La grimpeuse iranienne Elnaz Rekabi est-elle toujours en danger ?
Elnaz Rekabi aurait été arrêtée et placée en résidence surveillée après des excuses « forcées ».
Le 16 octobre, la grimpeuse iranienne Elnaz Rekabi participait aux finales des Championnats d’Asie sans hijab. Les inquiétudes concernant sa sécurité se sont accrues après qu’elle ait été portée disparue à l’issue de l’événement. Trois jours plus tard, elle est apparue devant les caméras, s’excusant auprès des journalistes de ne pas avoir porté son hijab. Elle a publiquement déclaré que l’absence de son voile avait été un accident « totalement involontaire » après avoir été appelée plus tôt que prévu pour grimper.

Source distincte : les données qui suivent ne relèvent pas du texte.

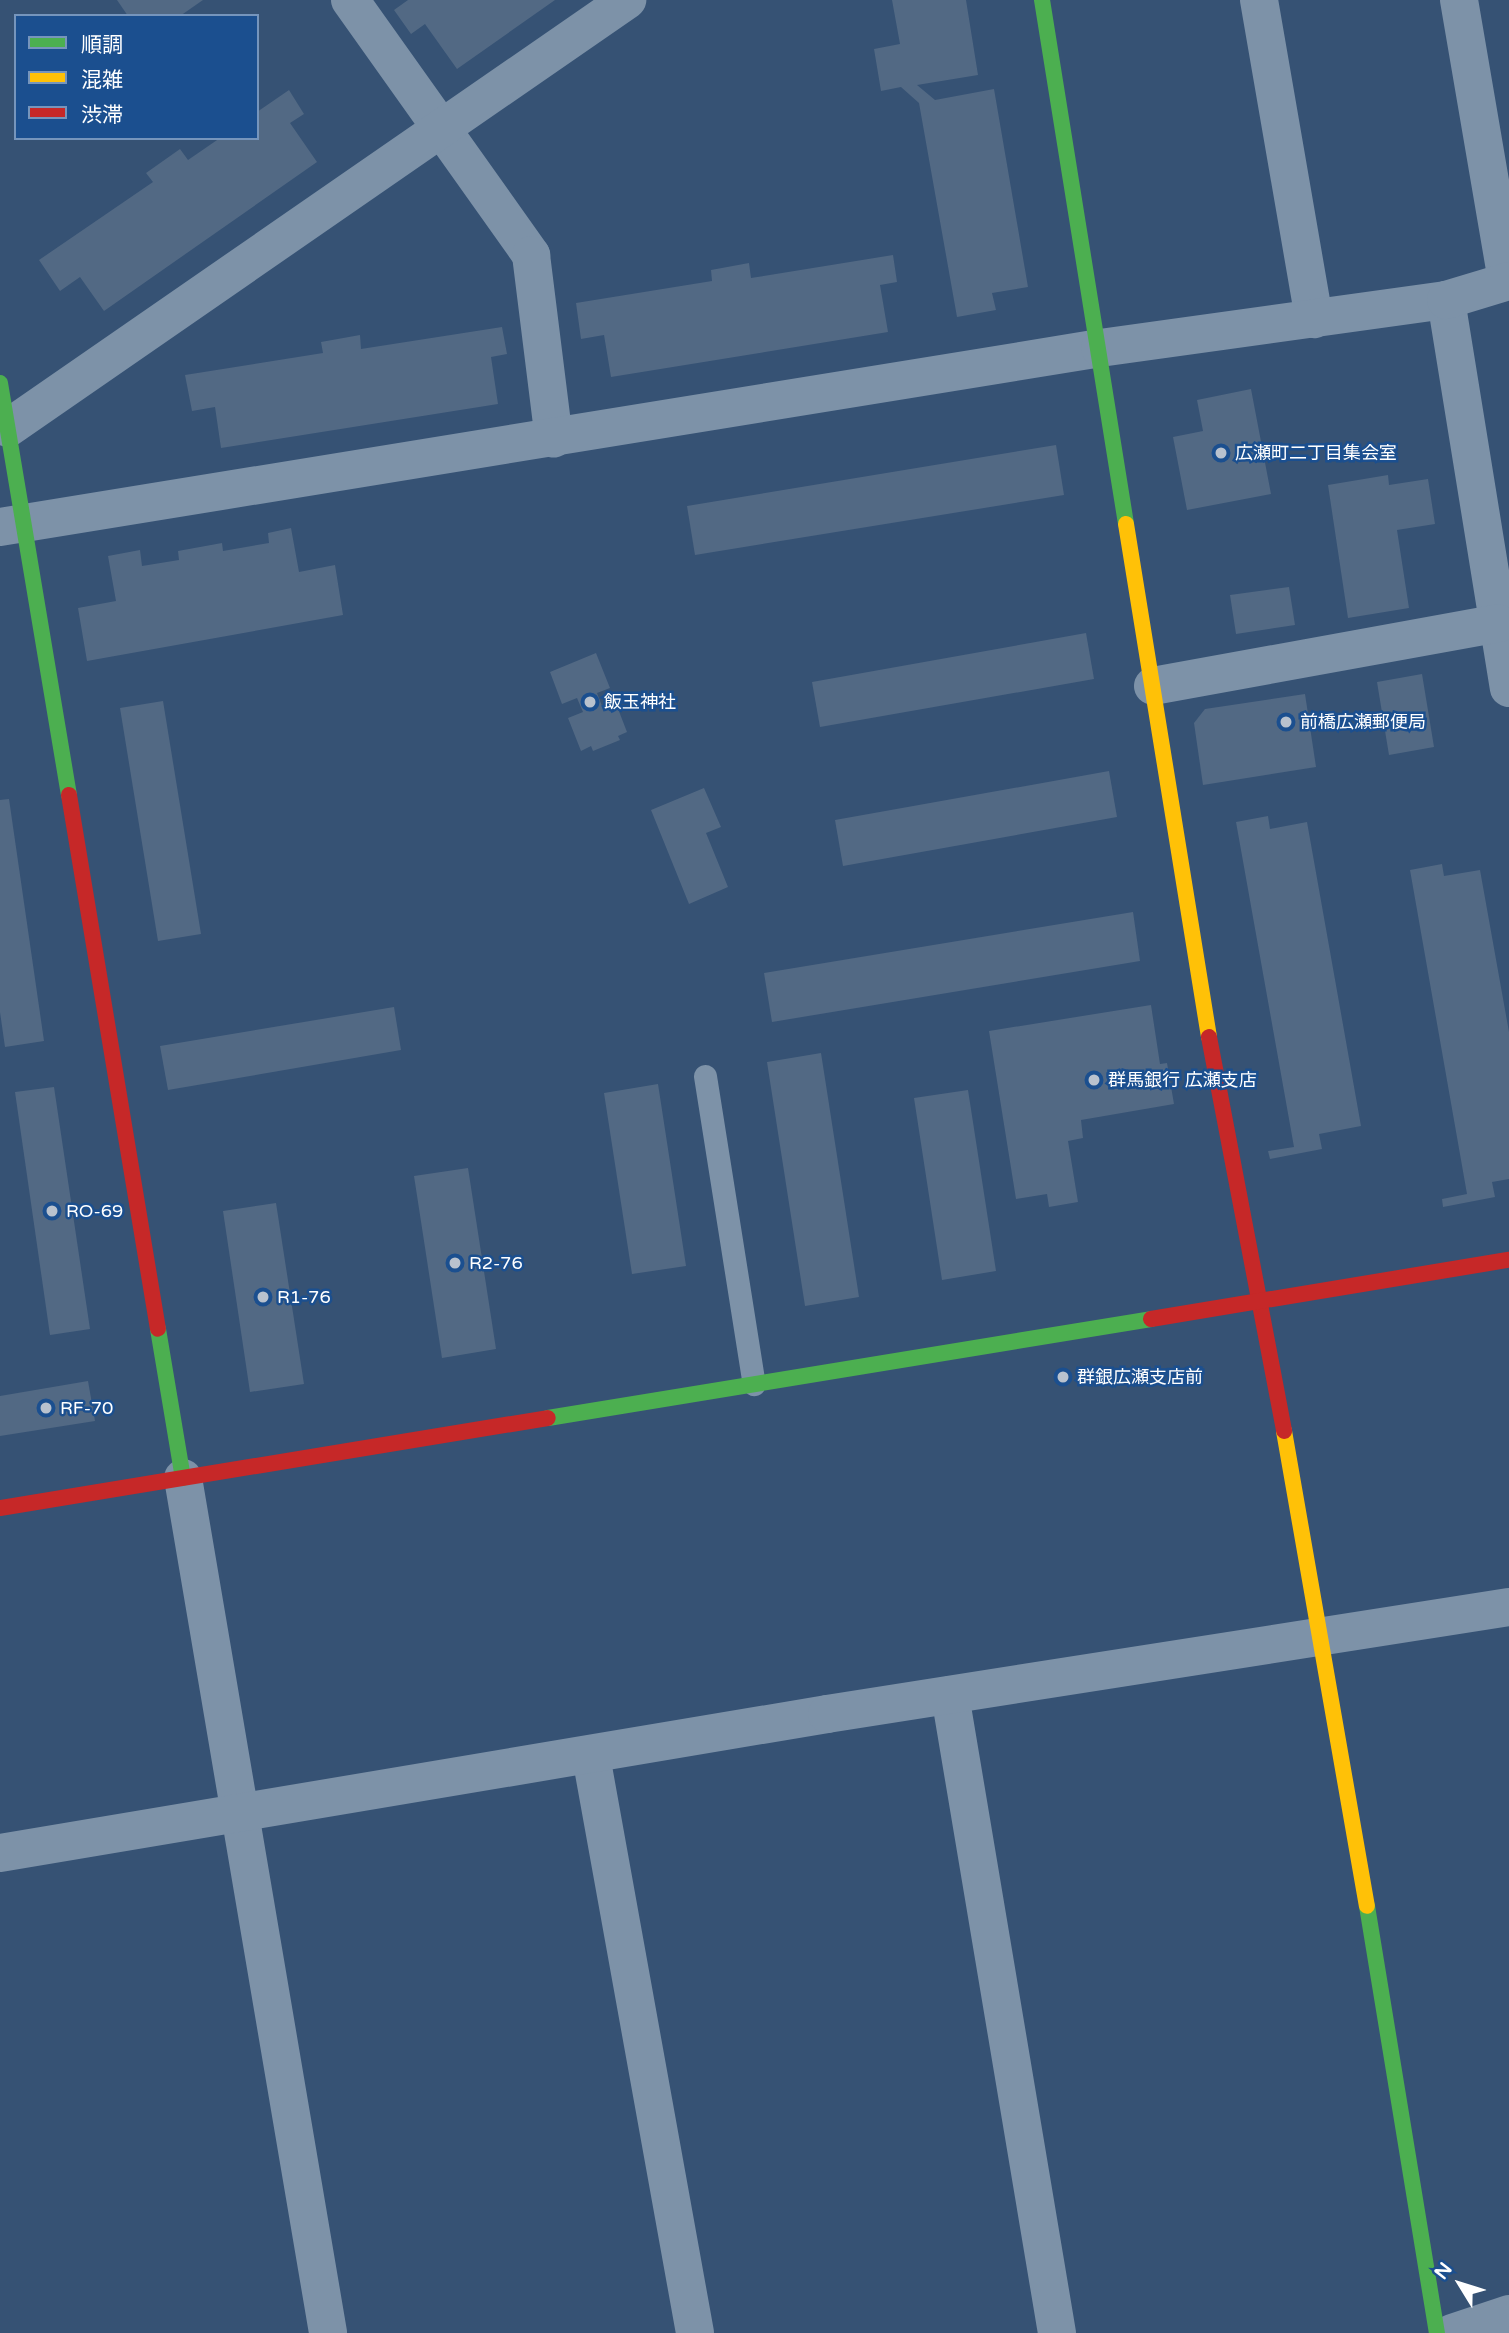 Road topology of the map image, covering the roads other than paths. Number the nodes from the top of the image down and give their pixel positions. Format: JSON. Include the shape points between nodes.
{"nodes":[{"id":1,"x":350,"y":0,"type":"edge"},
{"id":2,"x":627,"y":0,"type":"edge"},
{"id":3,"x":1042,"y":0,"type":"edge"},
{"id":4,"x":1259,"y":0,"type":"edge"},
{"id":5,"x":1459,"y":0,"type":"edge"},
{"id":6,"x":441,"y":129,"type":"junction"},
{"id":7,"x":1508,"y":281,"type":"edge"},
{"id":8,"x":1446,"y":300,"type":"junction"},
{"id":9,"x":1314,"y":319,"type":"junction"},
{"id":10,"x":1100,"y":348,"type":"junction"},
{"id":11,"x":0,"y":383,"type":"edge"},
{"id":12,"x":8,"y":428,"type":"junction"},
{"id":13,"x":554,"y":439,"type":"junction"},
{"id":14,"x":12,"y":525,"type":"edge"},
{"id":15,"x":1498,"y":623,"type":"junction"},
{"id":16,"x":1153,"y":686,"type":"junction"},
{"id":17,"x":1509,"y":688,"type":"edge"},
{"id":18,"x":705,"y":1076,"type":"dead end"},
{"id":19,"x":1509,"y":1260,"type":"edge"},
{"id":20,"x":1259,"y":1303,"type":"junction"},
{"id":21,"x":754,"y":1384,"type":"junction"},
{"id":22,"x":183,"y":1478,"type":"junction"},
{"id":23,"x":0,"y":1508,"type":"edge"},
{"id":24,"x":1509,"y":1606,"type":"edge"},
{"id":25,"x":1323,"y":1638,"type":"junction"},
{"id":26,"x":950,"y":1695,"type":"junction"},
{"id":27,"x":591,"y":1756,"type":"junction"},
{"id":28,"x":238,"y":1813,"type":"junction"},
{"id":29,"x":0,"y":1853,"type":"edge"},
{"id":30,"x":1509,"y":2314,"type":"edge"},
{"id":31,"x":328,"y":2333,"type":"edge"},
{"id":32,"x":695,"y":2333,"type":"edge"},
{"id":33,"x":1057,"y":2333,"type":"edge"},
{"id":34,"x":1437,"y":2333,"type":"edge"},
{"id":35,"x":1452,"y":2333,"type":"edge"}],
"edges":[{"from":1,"to":6,"type":"street"},
{"from":2,"to":6,"type":"street"},
{"from":3,"to":10,"type":"street"},
{"from":4,"to":9,"type":"street"},
{"from":5,"to":7,"type":"street"},
{"from":6,"to":12,"type":"street"},
{"from":6,"to":13,"type":"street","via":[[531,256]]},
{"from":7,"to":8,"type":"street"},
{"from":8,"to":9,"type":"street"},
{"from":8,"to":15,"type":"street"},
{"from":9,"to":10,"type":"street"},
{"from":10,"to":13,"type":"street"},
{"from":10,"to":16,"type":"street"},
{"from":11,"to":12,"type":"street"},
{"from":12,"to":14,"type":"street"},
{"from":13,"to":14,"type":"street"},
{"from":14,"to":22,"type":"street"},
{"from":15,"to":16,"type":"street"},
{"from":15,"to":17,"type":"street"},
{"from":16,"to":20,"type":"street","via":[[1208,1032]]},
{"from":18,"to":21,"type":"lane"},
{"from":19,"to":20,"type":"street"},
{"from":20,"to":21,"type":"street"},
{"from":20,"to":25,"type":"street"},
{"from":21,"to":22,"type":"street"},
{"from":22,"to":23,"type":"street"},
{"from":22,"to":28,"type":"street"},
{"from":24,"to":25,"type":"street"},
{"from":25,"to":26,"type":"street"},
{"from":25,"to":34,"type":"street"},
{"from":26,"to":27,"type":"street"},
{"from":26,"to":33,"type":"street"},
{"from":27,"to":28,"type":"street"},
{"from":27,"to":32,"type":"street"},
{"from":28,"to":29,"type":"street"},
{"from":28,"to":31,"type":"street"},
{"from":30,"to":35,"type":"street"}]} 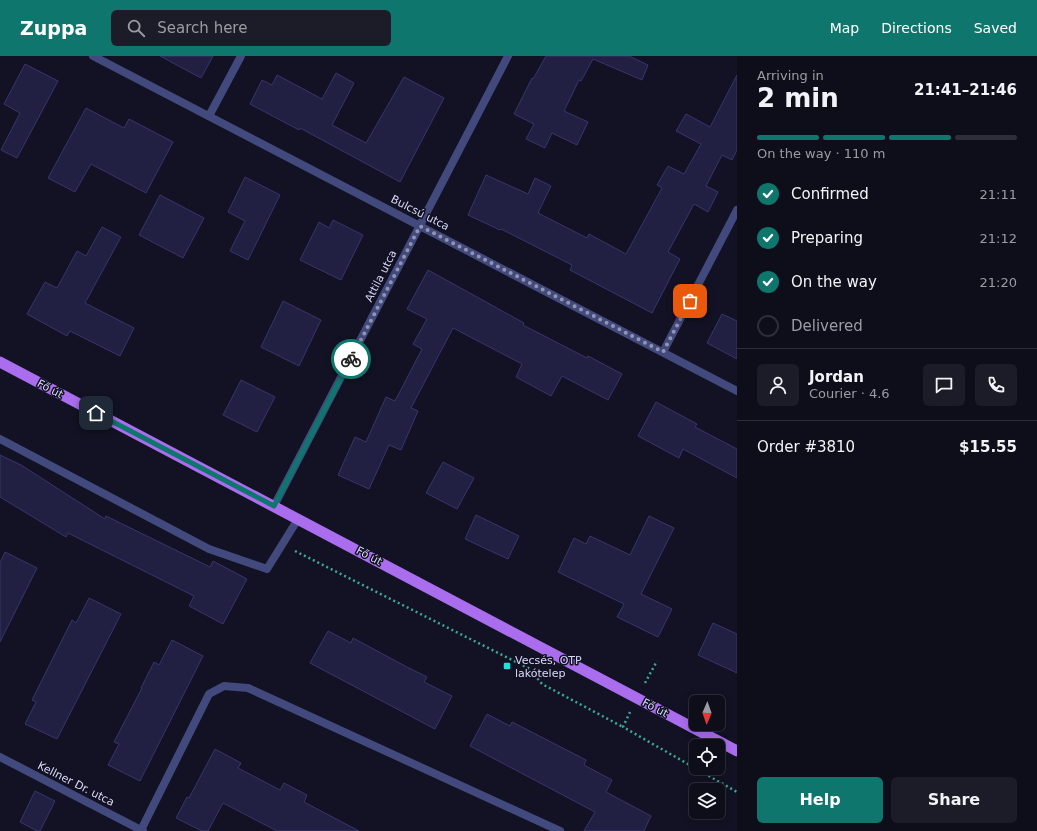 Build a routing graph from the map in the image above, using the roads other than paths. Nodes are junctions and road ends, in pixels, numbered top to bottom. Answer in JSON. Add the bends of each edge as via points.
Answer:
{"nodes":[{"id":1,"x":93,"y":56,"type":"edge"},
{"id":2,"x":241,"y":56,"type":"edge"},
{"id":3,"x":508,"y":56,"type":"edge"},
{"id":4,"x":209,"y":116,"type":"junction"},
{"id":5,"x":737,"y":210,"type":"edge"},
{"id":6,"x":420,"y":226,"type":"junction"},
{"id":7,"x":663,"y":352,"type":"junction"},
{"id":8,"x":0,"y":362,"type":"edge"},
{"id":9,"x":737,"y":391,"type":"edge"},
{"id":10,"x":0,"y":439,"type":"edge"},
{"id":11,"x":274,"y":506,"type":"junction"},
{"id":12,"x":298,"y":519,"type":"junction"},
{"id":13,"x":737,"y":751,"type":"edge"},
{"id":14,"x":0,"y":757,"type":"edge"},
{"id":15,"x":142,"y":830,"type":"edge"},
{"id":16,"x":560,"y":831,"type":"edge"}],
"edges":[{"from":1,"to":4,"type":"street","name":"Bulcsú utca"},
{"from":2,"to":4,"type":"street"},
{"from":3,"to":6,"type":"street","name":"Attila utca"},
{"from":4,"to":6,"type":"street","name":"Bulcsú utca"},
{"from":5,"to":7,"type":"street"},
{"from":6,"to":7,"type":"street","name":"Bulcsú utca"},
{"from":6,"to":11,"type":"street","name":"Attila utca"},
{"from":7,"to":9,"type":"street","name":"Bulcsú utca"},
{"from":8,"to":11,"type":"main road","name":"Fő út"},
{"from":10,"to":12,"type":"street","via":[[209,549],[267,569]]},
{"from":11,"to":12,"type":"main road","name":"Fő út"},
{"from":12,"to":13,"type":"main road","name":"Fő út"},
{"from":14,"to":15,"type":"street","name":"Kellner Dr. utca"},
{"from":15,"to":16,"type":"street","via":[[208,694],[224,686],[248,688]]}]}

Mais ses déclarations auraient été faites sous la contrainte. D’après la BBC perse, Rekabi aurait été arrêtée directement après son allocution télévisée. Accueillie à l’aéroport comme une héroïne par des centaines de personnes qui scandaient son nom, la grimpeuse ne serait pas rentrée chez elle. Portant un sweat à capuche et une casquette noire, elle a été vue montant dans un van après l’interview. Selon la BBC, elle a rencontré le ministre iranien des sports le lendemain, portant les mêmes vêtements, ce qui a éveillé les soupçons quant au fait qu’elle n’était pas rentrée chez elle.
Toujours d’après la BBC, Elnaz Rekabi serait maintenant assignée à résidence et certaines sources affirment que le frère de Rekabi aurait été arrêté également.
Mais le gouvernement iranien a indiqué que Rekabi était « maintenant avec sa famille », niant toutes les accusations. Pourtant, les forces de sécurité iraniennes ont l’habitude de punir les athlètes et les personnalités politiques dissidentes.
« Avant de se rendre à Séoul, Rekabi a été contrainte de remettre un chèque de 35 000 euros et d’accorder une procuration complète à la fédération iranienne d’escalade pour vendre les biens de sa famille », a déclaré la source à BBC. La rumeur veut que les athlètes soient tenus de remettre ce type de garanties pour éviter qu’ils ne fassent défection.
Pour cause, ces dernières années, une trentaine d’athlètes iraniens ont fait défection dans d’autres pays pour éviter d’être punis pour avoir protesté contre le régime ultraconservateur. Kimia Alizadeh, médaillée de bronze en taekwondo aux J.O de Rio en 2016 (et première médaillée olympique iranienne), s’est par exemple réfugiée en Europe après avoir annoncé qu’elle ne voulait pas faire partie de « l’hypocrisie, des mensonges, de l’injustice et de la flatterie. » Shohreh Bayat et Mitra Hejazipour, deux joueuses d’échecs iraniennes, ont quitté l’Iran après avoir été exclues de la fédération nationale pour ne pas avoir porté leur hijab. Saeid Mollaei, champion du monde de judo 2018, a refusé de rentrer en Iran après avoir défié les ordres de se retirer d’un match qui, s’il avait gagné, l’aurait opposé à un adversaire israélien (l’Iran a interdit aux athlètes de concourir face à des Israéliens). « Même si les autorités de mon pays me disent que je peux rentrer sans problème, j’ai peur », avait déclaré Mollaei. « J’ai peur de ce qui pourrait arriver à ma famille et à moi-même ».
Depuis quelques semaines, des manifestations (au cours desquelles plus de 250 personnes auraient été tuées et des milliers arrêtées), ont été déclenchées après la mort de Mahsa Amini, 22 ans, après son arrestation pour port de vêtements « inappropriés », dans le cadre du renforcement des restrictions imposées par le président Raisi.
Elnaz Rekabi, première grimpeuse iranienne à avoir été médaillée aux Championnats du Monde, est devenue un symbole du mouvement anti-régime qui a balayé l’Iran au cours des cinq dernières semaines. Il s’agit peut-être de la première révolution de l’histoire à être menée par des femmes. Les manifestants réclament de vastes réformes, notamment le port facultatif du hijab pour les femmes. La travailleuse caritative irano-britannique Nazanin Zaghari-Ratcliffe, qui a passé six ans en détention à Téhéran, pense que la popularité des manifestations entraînera un changement durable en Iran, affirmant qu’elles ont atteint un point de « non-retour ».